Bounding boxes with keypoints

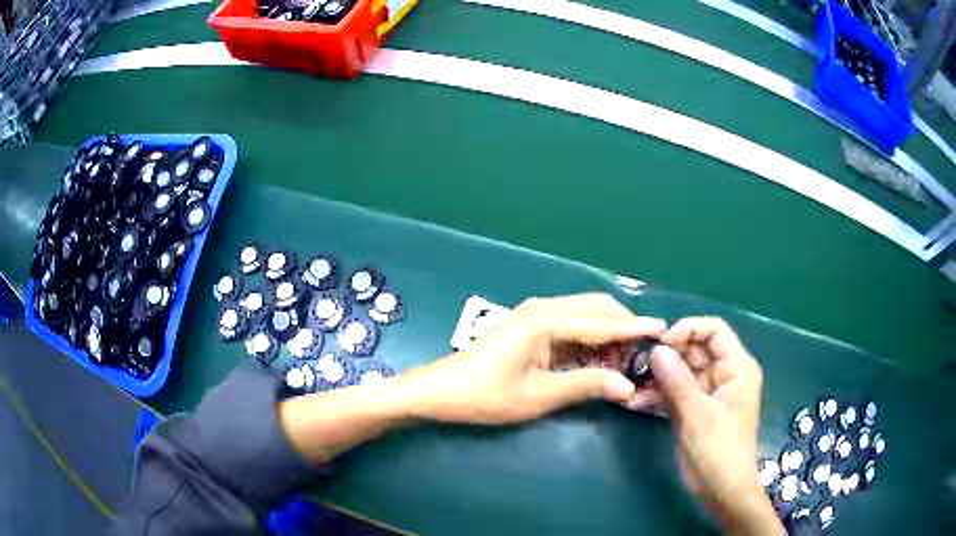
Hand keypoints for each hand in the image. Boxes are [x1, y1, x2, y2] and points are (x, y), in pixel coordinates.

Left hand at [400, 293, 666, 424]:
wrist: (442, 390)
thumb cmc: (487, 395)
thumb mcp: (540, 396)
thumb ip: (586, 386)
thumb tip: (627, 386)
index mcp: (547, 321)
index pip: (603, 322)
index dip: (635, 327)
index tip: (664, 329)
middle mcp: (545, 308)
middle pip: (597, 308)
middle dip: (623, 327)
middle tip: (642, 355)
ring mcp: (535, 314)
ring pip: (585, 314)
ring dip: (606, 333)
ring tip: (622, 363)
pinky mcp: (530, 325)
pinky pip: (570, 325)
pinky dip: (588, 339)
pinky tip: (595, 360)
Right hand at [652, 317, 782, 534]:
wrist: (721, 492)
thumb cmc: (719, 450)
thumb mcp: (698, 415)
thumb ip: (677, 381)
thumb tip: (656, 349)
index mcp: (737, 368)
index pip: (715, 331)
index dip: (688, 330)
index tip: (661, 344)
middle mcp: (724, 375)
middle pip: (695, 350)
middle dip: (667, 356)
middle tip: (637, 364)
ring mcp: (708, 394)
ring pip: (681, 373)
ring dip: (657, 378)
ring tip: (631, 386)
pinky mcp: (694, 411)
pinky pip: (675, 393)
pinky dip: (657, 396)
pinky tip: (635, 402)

* * *

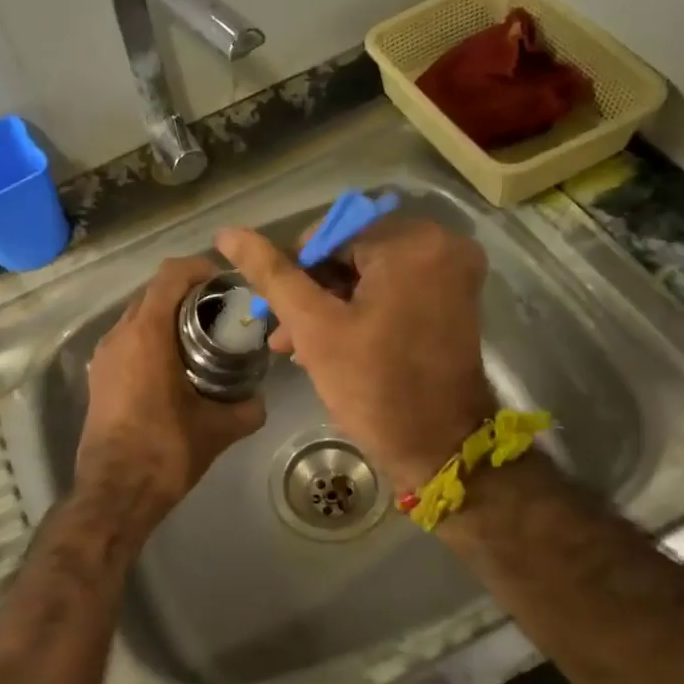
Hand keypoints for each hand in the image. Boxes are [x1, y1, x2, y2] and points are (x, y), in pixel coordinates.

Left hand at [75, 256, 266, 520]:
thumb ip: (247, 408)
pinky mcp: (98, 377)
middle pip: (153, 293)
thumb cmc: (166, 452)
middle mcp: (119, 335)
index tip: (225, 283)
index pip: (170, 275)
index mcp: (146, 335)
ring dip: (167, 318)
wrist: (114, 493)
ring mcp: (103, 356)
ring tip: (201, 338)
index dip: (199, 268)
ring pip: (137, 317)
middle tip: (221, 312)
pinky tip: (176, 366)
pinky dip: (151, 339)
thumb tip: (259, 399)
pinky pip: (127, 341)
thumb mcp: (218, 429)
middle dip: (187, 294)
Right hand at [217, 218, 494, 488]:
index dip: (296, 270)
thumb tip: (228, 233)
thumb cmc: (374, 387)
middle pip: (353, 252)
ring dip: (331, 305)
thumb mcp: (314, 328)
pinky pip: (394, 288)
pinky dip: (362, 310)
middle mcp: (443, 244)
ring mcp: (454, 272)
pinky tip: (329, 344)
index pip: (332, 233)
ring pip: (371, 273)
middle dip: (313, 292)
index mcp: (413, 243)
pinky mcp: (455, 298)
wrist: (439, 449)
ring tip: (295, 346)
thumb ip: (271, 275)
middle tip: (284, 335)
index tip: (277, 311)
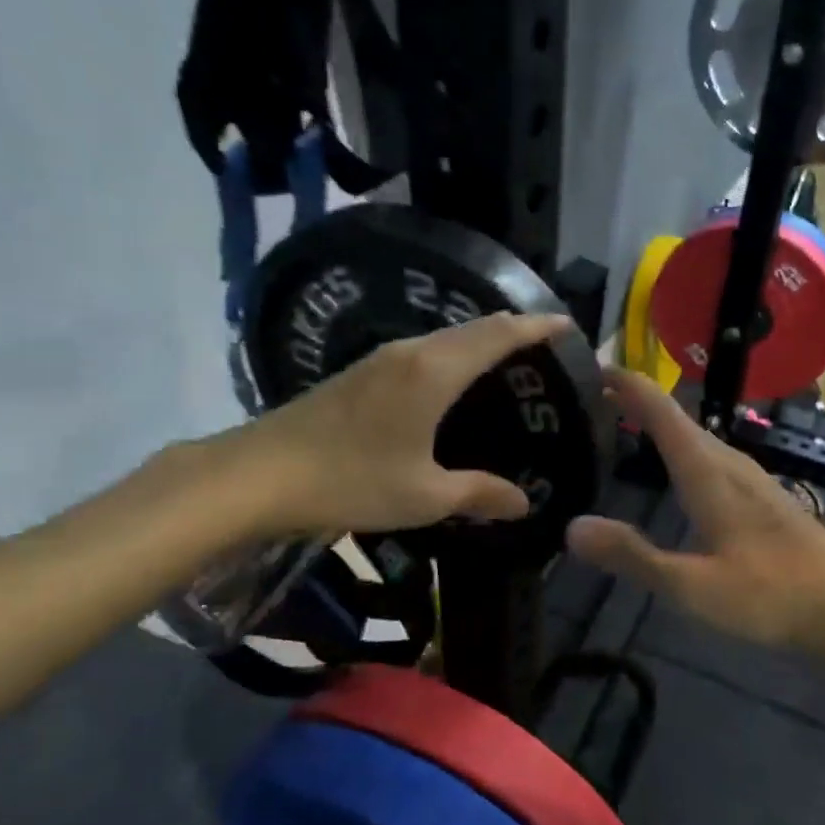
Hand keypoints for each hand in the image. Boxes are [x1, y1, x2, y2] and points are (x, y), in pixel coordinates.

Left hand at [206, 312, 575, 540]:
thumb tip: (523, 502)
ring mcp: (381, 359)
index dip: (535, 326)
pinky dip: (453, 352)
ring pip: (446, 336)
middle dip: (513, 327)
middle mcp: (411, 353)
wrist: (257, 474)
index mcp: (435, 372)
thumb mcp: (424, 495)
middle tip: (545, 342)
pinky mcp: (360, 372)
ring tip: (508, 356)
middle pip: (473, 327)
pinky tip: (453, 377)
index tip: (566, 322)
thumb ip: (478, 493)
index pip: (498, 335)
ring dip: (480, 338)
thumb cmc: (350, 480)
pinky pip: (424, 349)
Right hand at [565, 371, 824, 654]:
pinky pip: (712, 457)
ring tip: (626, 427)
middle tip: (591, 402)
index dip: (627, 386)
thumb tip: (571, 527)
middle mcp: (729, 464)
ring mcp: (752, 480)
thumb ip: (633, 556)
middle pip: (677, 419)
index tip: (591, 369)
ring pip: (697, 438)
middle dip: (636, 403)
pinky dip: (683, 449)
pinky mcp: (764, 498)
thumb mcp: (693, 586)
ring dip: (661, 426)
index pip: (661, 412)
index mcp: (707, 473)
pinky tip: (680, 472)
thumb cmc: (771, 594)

==

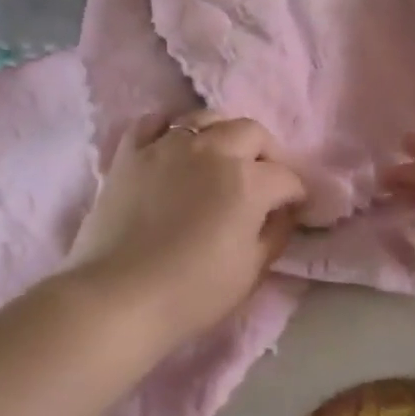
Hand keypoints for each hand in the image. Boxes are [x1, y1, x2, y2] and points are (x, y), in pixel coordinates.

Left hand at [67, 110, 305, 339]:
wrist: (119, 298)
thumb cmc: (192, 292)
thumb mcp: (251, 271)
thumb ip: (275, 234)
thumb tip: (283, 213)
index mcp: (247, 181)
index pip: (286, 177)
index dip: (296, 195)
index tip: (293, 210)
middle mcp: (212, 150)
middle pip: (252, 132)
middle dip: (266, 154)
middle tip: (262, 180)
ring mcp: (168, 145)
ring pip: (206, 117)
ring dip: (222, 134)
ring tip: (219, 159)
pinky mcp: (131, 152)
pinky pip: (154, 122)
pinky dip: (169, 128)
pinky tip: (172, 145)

» Activity: In the data above, find the line containing "pinky mcp: (98, 377)" and the line containing "thumb cmc: (771, 594)". Copy exactly the stretch from the first through the second, both included, leaving out any picture.

» Answer to this exercise:
pinky mcp: (98, 377)
middle pip: (153, 293)
thumb cmc: (166, 452)
middle mcp: (119, 335)
index tip: (225, 283)
index pip: (170, 275)
index mcp: (146, 335)
ring dip: (167, 318)
wrist: (114, 493)
ring mcp: (103, 356)
ring tip: (201, 338)
index dip: (199, 268)
ring pip: (137, 317)
middle tip: (221, 312)
pinky tip: (176, 366)
pinky dip: (151, 339)
thumb tip: (259, 399)
pinky pip: (127, 341)
thumb mcp: (218, 429)
middle dip: (187, 294)
Right hand at [217, 218, 494, 488]:
index dip: (296, 270)
thumb tip: (228, 233)
thumb cmc: (374, 387)
middle pip: (353, 252)
ring dip: (331, 305)
thumb mcp: (314, 328)
pinky pip: (394, 288)
pinky dip: (362, 310)
middle mcp: (443, 244)
ring mcp: (454, 272)
pinky tip: (329, 344)
index pip: (332, 233)
ring pip: (371, 273)
middle dip: (313, 292)
index mcp: (413, 243)
pinky mcp: (455, 298)
wrist: (439, 449)
ring tip: (295, 346)
thumb ip: (271, 275)
middle tip: (284, 335)
index tip: (277, 311)
Hand keypoints for each hand in the image. Boxes are [x1, y1, x2, y2] and points are (x, y), in pixel coordinates.

Left hand at [206, 312, 575, 540]:
thumb tip: (523, 502)
ring mcp: (381, 359)
index dip: (535, 326)
pinky dip: (453, 352)
ring pip: (446, 336)
middle dip: (513, 327)
middle mcp: (411, 353)
wrist: (257, 474)
index mcp: (435, 372)
thumb mcp: (424, 495)
middle tip: (545, 342)
pinky mcp: (360, 372)
ring tip: (508, 356)
middle pip: (473, 327)
pinky tip: (453, 377)
index tip: (566, 322)
thumb ip: (478, 493)
index pip: (498, 335)
ring dip: (480, 338)
thumb cmc: (350, 480)
pinky pip: (424, 349)
Right hand at [565, 371, 824, 654]:
pinky pip: (712, 457)
ring tip: (626, 427)
middle tip: (591, 402)
index dip: (627, 386)
thumb tip: (571, 527)
middle mcp: (729, 464)
ring mcp: (752, 480)
thumb ip: (633, 556)
middle pip: (677, 419)
index tip: (591, 369)
ring pip: (697, 438)
middle dip: (636, 403)
pinky dip: (683, 449)
pinky mcp: (764, 498)
thumb mcp: (693, 586)
ring dip: (661, 426)
index pip: (661, 412)
index mcp: (707, 473)
pinky tip: (680, 472)
thumb cmc: (771, 594)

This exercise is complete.